Russian Adoption Ban Devastates American Families
Last Friday, President Putin signed a bill banning the adoption of Russian children by American citizens. This comes as retaliation from the new American law aimed to punish Russian human rights violators. The new law is named after Sergei L. Magnitsky, a Russian lawyer who tried to expose government tax fraud, but was arrest and died in prison after allegedly being denied proper medical care. The Magnitsky law prohibits individuals, like the doctor that refused medical treatment to Mr. Magnitsky before he died, to travel or own property in the United States.
But none of that matters to the families this ban is tearing apart.
Moms and dads who already have a face, name, and place for their new son or daughter are now devastated. People like Maria Drewinsky and her husband, who were in the final stages of adopting a 5-year-old-boy, have flown several times to see the boy and already have a bedroom with clothes set up for him. Another 3-year-old girl with H.I.V was in the final stages of her adoption to an American family, but may also be stuck because her chances of being adopted by a Russian family are very slim.

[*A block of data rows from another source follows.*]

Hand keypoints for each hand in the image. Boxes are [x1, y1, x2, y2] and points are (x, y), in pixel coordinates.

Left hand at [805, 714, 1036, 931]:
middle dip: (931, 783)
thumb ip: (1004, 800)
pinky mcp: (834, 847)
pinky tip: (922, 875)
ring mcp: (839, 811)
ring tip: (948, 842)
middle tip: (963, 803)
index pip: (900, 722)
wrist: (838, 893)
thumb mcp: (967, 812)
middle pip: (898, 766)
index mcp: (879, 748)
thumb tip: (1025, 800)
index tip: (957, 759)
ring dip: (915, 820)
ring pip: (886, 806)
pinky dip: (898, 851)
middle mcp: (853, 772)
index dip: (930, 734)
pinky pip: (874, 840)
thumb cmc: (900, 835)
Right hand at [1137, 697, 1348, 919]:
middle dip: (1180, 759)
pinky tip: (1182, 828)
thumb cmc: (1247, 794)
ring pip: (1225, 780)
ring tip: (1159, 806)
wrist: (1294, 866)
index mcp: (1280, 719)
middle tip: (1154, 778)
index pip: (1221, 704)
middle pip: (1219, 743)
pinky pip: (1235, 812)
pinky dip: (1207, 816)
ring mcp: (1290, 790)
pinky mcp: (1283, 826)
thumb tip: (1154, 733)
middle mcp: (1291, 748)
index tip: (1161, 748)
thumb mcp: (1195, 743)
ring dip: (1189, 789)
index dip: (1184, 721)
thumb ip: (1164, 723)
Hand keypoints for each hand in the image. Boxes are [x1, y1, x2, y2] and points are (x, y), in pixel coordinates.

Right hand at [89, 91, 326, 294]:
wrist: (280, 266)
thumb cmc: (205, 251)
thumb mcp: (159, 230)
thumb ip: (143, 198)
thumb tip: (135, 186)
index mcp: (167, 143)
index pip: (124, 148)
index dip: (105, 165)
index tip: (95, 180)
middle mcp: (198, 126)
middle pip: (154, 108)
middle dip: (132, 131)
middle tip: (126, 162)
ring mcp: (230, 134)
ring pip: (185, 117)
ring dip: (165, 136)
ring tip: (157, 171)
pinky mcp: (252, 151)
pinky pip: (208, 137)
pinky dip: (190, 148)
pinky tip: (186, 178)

Russia has approximately 120,000 children eligible for adoption and many of them are sick, disabled or have other developmental delays. Heather Whaley, a special-needs therapist, felt compelled to adopt and was in the final stages of adopting a 4-year-old girl with several developmental delays from an orphanage in Russia. She and her husband have already gone through all the screenings, visited the girl, and saved their money for this process. Yet, with the new ban they are left with uncertainty and emptiness of a child they may never see again.
The ban is set to go into effect on Tuesday and will overturn the plans of over 200 American families in the final stages of adopting children their hearts have already claimed.